C(ffi_closure_unix64_alt):
	_CET_ENDBR
	movq	8(%rsp), %r10			/* Load closure in r10 */
	addq	$16, %rsp			/* Restore the stack */
	jmp	C(ffi_closure_unix64)
	ENDF(C(ffi_closure_unix64_alt))

There are a few reasons we need this extra indirection. Since we could map the trampoline anywhere in memory, we can't use relative jumps back into libffi functions, and we won't have absolute pointers until at runtime, when the libraries are loaded and functions resolved. ffi_closure_unix64 expects a pointer to our ffi_closure in the r10 register, which was easy for dynamic trampolines when the machine code lived in the same struct.

This is why the trampoline saves the data pointer to the stack. It needs r10 for itself in order to resolve the jump target (because of x86, and the way it is), but once it jumps, it's lost track of "where it was", and where to find the data pointer. Hence, we tuck the data pointer away on the stack, temporarily. There are probably tons of other ways around this issue (like just using multiple registers), but I figure this is either the smallest, fastest, or simplest, or all of the above.

Once we jump to ffi_closure_unix64, the rest of the call proceeds just like it did with dynamic trampolines - unpacks the arguments, calls the closure callback, and we land back in CPython or whereever.

But, this way, we do it without any rwx pages at all!

Conclusion

I wrote this post in about 12 consecutive hours, because I had a question and I couldn't let it go until I had an answer. Now I feel like I understand libffi more than I probably should, which I'm sure is only a good thing.

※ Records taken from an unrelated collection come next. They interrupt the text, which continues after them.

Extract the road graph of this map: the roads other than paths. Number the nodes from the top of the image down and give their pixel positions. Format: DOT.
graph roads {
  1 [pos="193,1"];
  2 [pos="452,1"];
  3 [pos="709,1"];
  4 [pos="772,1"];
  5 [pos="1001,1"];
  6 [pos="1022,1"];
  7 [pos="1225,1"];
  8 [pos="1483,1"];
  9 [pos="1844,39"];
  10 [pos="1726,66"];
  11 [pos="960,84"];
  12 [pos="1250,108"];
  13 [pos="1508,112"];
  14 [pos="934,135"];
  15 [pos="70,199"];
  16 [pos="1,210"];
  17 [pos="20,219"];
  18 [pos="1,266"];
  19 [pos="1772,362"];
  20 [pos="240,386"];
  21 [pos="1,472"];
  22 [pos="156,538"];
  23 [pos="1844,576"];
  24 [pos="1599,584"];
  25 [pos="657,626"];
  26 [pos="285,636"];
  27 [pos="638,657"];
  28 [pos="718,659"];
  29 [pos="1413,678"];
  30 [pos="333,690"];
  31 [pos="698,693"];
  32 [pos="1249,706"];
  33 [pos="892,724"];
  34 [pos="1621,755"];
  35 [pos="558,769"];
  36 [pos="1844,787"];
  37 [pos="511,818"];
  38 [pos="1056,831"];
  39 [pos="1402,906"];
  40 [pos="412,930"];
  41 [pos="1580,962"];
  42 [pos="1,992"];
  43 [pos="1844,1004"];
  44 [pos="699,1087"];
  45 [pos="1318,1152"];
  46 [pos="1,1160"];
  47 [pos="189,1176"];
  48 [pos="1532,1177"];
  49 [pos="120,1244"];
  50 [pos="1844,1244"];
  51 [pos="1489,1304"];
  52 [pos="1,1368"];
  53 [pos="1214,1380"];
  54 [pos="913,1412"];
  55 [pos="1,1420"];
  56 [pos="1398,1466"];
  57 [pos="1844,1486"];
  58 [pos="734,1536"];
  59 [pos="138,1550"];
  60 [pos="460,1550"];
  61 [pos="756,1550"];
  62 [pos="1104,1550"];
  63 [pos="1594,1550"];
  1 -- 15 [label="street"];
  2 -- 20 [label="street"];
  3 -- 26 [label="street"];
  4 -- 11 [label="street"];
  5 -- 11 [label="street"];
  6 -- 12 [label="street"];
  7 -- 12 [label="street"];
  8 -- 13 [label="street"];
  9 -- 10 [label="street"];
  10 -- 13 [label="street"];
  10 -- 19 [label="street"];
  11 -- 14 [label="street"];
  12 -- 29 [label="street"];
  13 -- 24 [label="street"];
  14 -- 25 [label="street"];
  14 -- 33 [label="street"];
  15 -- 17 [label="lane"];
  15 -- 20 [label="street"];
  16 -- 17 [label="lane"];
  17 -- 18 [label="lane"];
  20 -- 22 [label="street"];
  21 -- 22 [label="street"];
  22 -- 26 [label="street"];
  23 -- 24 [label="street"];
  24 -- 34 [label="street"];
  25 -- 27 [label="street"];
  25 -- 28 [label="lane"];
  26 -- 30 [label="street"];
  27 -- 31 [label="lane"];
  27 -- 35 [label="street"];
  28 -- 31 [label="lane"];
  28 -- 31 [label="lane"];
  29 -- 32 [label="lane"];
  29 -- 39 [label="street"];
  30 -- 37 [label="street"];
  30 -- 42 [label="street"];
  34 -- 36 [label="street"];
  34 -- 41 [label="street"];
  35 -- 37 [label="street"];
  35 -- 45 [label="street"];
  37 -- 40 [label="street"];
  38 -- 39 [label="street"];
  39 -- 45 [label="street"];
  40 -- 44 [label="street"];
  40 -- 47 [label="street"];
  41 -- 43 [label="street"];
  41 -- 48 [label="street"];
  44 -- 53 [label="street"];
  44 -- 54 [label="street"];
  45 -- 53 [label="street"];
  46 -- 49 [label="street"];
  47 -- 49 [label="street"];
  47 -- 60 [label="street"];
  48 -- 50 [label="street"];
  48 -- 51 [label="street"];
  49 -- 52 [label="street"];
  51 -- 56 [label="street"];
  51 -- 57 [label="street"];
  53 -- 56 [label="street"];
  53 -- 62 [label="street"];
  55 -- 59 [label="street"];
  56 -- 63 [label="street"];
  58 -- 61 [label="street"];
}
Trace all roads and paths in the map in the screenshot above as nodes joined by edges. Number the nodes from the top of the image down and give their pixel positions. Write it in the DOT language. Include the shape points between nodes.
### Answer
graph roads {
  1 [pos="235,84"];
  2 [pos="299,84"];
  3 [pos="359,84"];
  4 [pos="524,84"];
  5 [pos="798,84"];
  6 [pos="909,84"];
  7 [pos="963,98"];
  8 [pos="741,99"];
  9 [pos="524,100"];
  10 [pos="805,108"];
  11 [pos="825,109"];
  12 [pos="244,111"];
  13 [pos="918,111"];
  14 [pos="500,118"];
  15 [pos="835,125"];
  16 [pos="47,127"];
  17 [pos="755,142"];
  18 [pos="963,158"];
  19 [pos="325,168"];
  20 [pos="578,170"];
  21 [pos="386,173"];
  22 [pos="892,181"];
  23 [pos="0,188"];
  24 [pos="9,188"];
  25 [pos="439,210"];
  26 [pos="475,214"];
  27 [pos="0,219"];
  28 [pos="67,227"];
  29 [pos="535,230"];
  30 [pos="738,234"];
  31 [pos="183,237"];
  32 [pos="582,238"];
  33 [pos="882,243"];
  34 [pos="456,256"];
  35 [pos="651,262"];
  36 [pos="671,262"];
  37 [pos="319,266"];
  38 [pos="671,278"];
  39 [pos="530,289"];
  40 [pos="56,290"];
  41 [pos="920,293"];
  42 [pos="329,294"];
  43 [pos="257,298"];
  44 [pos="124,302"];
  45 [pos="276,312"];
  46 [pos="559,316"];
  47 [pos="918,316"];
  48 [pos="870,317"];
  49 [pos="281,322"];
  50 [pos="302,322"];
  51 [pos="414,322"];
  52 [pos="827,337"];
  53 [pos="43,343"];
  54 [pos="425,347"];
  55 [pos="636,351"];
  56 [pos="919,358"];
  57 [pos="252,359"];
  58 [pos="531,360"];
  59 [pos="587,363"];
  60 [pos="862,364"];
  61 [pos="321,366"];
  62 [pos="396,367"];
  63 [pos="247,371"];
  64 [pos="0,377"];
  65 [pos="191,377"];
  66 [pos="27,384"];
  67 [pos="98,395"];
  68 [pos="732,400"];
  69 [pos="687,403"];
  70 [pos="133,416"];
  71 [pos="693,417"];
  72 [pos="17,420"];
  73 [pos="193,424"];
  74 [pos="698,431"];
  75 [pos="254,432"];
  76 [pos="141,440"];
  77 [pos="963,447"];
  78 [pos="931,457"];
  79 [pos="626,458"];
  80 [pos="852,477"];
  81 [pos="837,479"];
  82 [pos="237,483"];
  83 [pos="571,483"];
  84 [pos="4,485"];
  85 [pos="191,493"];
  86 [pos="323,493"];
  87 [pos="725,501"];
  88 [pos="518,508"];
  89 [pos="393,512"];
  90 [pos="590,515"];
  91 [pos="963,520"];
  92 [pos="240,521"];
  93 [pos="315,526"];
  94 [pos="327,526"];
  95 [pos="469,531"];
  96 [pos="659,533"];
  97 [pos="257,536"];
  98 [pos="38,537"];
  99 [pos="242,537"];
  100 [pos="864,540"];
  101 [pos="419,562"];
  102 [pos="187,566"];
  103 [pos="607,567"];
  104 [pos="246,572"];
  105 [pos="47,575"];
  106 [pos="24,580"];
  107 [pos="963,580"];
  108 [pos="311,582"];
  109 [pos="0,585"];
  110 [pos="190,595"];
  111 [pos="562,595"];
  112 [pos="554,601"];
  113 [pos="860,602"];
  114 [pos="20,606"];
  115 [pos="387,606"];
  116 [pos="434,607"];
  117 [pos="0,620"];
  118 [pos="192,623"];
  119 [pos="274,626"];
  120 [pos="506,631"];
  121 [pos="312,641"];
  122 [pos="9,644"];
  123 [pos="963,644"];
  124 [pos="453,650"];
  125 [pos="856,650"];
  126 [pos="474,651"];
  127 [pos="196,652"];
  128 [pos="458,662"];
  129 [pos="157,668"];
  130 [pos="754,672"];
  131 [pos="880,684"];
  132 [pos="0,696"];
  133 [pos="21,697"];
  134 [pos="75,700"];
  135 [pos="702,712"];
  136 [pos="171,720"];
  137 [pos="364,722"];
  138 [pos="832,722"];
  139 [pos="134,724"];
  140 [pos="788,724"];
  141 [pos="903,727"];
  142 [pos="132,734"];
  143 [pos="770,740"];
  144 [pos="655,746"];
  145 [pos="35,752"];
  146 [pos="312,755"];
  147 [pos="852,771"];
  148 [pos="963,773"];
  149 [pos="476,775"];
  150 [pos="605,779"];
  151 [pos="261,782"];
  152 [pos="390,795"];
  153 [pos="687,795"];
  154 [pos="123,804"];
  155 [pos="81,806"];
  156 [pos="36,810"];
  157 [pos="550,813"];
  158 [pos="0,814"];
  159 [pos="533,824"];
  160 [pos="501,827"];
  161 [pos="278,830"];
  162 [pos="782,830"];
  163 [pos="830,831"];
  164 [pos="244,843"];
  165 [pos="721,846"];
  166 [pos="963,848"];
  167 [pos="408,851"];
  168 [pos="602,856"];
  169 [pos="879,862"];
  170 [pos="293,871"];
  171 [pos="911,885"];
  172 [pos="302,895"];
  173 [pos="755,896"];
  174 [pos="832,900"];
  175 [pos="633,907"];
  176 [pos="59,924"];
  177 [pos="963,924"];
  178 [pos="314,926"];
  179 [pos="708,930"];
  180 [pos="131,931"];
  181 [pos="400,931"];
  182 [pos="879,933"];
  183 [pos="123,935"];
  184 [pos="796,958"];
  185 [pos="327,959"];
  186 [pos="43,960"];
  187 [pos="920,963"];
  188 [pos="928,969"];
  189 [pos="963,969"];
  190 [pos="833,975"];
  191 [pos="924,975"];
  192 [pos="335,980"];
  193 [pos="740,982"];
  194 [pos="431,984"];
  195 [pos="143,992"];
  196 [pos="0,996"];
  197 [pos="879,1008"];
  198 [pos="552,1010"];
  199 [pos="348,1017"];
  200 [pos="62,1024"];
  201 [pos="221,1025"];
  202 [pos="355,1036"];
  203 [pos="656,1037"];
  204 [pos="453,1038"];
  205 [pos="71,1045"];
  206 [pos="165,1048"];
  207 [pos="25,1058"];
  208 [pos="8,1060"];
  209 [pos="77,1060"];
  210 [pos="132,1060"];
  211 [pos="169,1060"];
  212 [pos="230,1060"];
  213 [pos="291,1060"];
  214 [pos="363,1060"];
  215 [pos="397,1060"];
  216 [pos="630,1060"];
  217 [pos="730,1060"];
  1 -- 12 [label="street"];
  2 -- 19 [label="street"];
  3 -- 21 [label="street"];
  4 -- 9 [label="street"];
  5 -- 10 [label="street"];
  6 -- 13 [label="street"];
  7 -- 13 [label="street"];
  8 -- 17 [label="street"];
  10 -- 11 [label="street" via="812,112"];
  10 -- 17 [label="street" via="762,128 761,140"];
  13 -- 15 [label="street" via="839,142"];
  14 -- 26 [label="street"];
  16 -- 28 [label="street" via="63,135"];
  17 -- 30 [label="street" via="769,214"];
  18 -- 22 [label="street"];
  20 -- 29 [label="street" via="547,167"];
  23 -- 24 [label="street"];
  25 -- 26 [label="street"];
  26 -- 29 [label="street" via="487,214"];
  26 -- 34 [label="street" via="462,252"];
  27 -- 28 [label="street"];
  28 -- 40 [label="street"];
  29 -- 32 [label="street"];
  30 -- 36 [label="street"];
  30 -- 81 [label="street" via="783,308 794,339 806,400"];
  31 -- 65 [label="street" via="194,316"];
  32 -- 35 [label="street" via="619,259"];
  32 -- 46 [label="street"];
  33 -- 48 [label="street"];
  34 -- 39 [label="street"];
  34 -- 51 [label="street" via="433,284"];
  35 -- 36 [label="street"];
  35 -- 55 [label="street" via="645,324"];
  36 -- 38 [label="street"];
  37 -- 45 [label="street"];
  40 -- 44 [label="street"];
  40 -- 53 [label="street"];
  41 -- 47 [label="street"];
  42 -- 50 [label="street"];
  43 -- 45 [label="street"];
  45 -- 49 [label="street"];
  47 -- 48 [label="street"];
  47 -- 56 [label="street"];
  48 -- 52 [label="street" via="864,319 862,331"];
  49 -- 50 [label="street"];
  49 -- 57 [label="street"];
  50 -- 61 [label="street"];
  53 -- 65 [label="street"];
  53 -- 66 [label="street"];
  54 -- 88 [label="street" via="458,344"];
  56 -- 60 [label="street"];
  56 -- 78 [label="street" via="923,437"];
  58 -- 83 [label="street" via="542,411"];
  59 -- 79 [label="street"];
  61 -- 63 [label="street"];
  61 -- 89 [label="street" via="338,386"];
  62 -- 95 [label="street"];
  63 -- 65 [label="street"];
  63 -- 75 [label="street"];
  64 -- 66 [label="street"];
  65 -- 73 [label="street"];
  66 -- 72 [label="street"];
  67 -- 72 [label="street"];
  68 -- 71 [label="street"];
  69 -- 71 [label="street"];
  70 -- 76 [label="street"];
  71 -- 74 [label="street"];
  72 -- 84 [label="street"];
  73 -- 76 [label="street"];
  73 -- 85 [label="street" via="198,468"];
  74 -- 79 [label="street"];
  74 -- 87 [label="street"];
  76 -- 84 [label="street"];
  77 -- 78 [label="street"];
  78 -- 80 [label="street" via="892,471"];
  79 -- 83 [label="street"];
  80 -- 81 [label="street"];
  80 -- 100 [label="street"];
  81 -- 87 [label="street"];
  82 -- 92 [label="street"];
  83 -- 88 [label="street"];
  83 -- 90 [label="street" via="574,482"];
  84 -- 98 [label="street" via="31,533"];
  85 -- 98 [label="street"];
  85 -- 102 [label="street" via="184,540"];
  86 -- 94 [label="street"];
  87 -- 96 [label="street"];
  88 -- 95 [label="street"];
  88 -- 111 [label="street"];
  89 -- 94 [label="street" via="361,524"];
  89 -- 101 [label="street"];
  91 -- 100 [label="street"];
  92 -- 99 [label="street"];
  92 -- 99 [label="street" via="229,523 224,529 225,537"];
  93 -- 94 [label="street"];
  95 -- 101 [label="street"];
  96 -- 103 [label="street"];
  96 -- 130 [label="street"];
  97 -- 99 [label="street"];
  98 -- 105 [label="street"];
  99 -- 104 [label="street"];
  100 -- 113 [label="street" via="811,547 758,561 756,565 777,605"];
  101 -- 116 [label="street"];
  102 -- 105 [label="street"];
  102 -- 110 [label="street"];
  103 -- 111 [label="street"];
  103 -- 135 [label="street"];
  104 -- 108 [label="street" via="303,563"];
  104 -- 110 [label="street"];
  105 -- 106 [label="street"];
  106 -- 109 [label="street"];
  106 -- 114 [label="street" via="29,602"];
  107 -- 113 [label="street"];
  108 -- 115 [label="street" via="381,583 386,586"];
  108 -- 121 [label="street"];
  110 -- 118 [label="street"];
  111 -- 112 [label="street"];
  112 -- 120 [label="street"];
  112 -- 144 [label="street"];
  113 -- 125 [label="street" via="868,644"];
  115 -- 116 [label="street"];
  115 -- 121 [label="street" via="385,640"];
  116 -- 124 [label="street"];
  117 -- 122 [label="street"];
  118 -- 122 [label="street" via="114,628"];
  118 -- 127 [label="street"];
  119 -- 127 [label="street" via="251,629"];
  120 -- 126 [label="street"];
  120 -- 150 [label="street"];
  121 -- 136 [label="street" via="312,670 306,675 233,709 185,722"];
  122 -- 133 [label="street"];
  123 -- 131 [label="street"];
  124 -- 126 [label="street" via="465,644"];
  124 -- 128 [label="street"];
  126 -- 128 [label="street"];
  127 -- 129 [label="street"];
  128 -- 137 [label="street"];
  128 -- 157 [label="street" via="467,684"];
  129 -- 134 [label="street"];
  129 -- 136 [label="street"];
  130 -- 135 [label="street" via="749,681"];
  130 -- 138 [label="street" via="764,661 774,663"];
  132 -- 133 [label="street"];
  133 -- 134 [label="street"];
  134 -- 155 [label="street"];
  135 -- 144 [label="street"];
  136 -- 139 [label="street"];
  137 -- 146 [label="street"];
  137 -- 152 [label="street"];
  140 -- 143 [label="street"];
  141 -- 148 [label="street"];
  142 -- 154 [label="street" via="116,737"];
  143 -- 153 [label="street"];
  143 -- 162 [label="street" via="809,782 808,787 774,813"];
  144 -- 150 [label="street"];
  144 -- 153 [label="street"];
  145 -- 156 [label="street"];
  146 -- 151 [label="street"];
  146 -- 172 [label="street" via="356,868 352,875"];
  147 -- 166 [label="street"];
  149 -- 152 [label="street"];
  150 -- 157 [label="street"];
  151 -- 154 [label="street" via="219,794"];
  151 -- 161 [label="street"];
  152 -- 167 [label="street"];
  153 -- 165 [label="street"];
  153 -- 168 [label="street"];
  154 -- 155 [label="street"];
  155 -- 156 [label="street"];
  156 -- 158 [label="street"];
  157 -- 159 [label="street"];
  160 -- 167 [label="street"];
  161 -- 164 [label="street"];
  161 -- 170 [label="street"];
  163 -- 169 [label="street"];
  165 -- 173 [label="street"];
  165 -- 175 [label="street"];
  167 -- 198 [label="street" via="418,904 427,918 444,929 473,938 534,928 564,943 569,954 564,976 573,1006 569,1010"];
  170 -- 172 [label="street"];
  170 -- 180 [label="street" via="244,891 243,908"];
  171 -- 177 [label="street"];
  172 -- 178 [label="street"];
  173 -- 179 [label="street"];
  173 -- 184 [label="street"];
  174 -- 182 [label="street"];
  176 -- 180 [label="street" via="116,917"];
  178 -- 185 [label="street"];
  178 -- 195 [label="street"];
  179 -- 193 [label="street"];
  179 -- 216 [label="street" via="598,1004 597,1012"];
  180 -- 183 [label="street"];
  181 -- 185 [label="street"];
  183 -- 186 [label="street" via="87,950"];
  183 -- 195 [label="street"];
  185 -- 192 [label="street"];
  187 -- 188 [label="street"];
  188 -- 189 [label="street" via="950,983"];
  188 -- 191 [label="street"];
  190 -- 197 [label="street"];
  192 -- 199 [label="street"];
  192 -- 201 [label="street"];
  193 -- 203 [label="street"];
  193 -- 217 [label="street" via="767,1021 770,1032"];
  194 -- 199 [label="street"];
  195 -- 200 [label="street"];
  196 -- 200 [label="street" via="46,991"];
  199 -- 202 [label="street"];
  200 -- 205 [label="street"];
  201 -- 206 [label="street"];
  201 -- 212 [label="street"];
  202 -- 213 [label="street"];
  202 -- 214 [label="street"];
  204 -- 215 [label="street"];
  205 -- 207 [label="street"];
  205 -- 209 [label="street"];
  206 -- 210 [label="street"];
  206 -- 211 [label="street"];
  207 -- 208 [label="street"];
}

I'm not good at conclusions. Maybe one day soon I'll figure out how emutramp works and go down another rabbit hole. I think it's where the kernel recognizes the trampoline patterns and lets you jump to them anyway even if they're not mapped as executable at all. I'm sure that can't possibly go wrong.